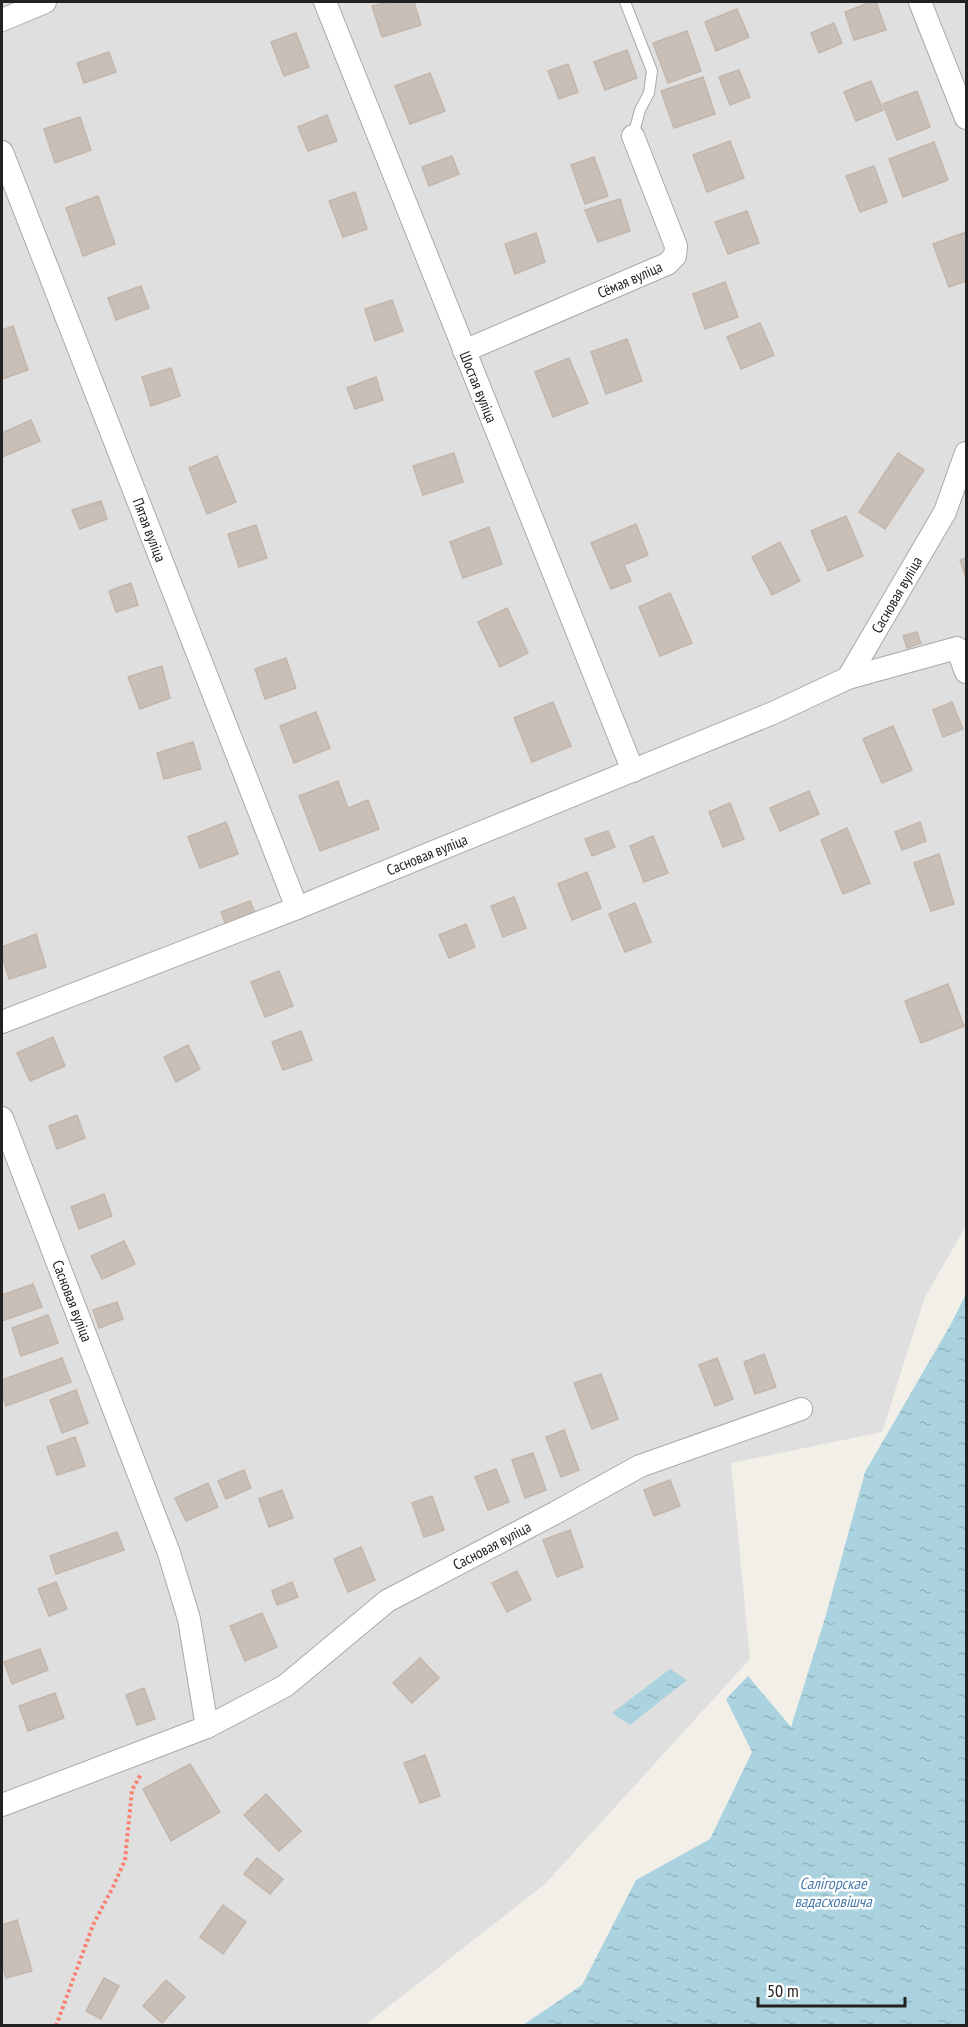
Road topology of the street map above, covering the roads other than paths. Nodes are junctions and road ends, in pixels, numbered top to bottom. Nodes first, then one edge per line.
1 (45, 2) edge
2 (325, 2) edge
3 (625, 2) edge
4 (920, 2) edge
5 (2, 20) edge
6 (966, 118) edge
7 (633, 136) joint
8 (2, 152) edge
9 (464, 351) junction
10 (966, 453) edge
11 (966, 672) edge
12 (848, 678) junction
13 (633, 771) junction
14 (297, 908) junction
15 (2, 1022) edge
16 (2, 1118) edge
17 (801, 1409) dead end
18 (207, 1727) junction
19 (2, 1805) edge

1 - 5 street
2 - 9 street, Шостая вуліца
3 - 7 lane
4 - 6 street
7 - 9 street, Сёмая вуліца
8 - 14 street, Пятая вуліца
9 - 13 street, Шостая вуліца
10 - 12 street, Сасновая вуліца
11 - 12 street, Сасновая вуліца
12 - 13 street, Сасновая вуліца
13 - 14 street, Сасновая вуліца
14 - 15 street, Сасновая вуліца
16 - 18 street, Сасновая вуліца
17 - 18 street, Сасновая вуліца
18 - 19 street, Сасновая вуліца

+ + + + +

== Exercise goal ==
Output nothing except an exact copy of the records above, with the images left out.

== Written response ==
Road topology of the street map above, covering the roads other than paths. Nodes are junctions and road ends, in pixels, numbered top to bottom. Nodes first, then one edge per line.
1 (45, 2) edge
2 (325, 2) edge
3 (625, 2) edge
4 (920, 2) edge
5 (2, 20) edge
6 (966, 118) edge
7 (633, 136) joint
8 (2, 152) edge
9 (464, 351) junction
10 (966, 453) edge
11 (966, 672) edge
12 (848, 678) junction
13 (633, 771) junction
14 (297, 908) junction
15 (2, 1022) edge
16 (2, 1118) edge
17 (801, 1409) dead end
18 (207, 1727) junction
19 (2, 1805) edge

1 - 5 street
2 - 9 street, Шостая вуліца
3 - 7 lane
4 - 6 street
7 - 9 street, Сёмая вуліца
8 - 14 street, Пятая вуліца
9 - 13 street, Шостая вуліца
10 - 12 street, Сасновая вуліца
11 - 12 street, Сасновая вуліца
12 - 13 street, Сасновая вуліца
13 - 14 street, Сасновая вуліца
14 - 15 street, Сасновая вуліца
16 - 18 street, Сасновая вуліца
17 - 18 street, Сасновая вуліца
18 - 19 street, Сасновая вуліца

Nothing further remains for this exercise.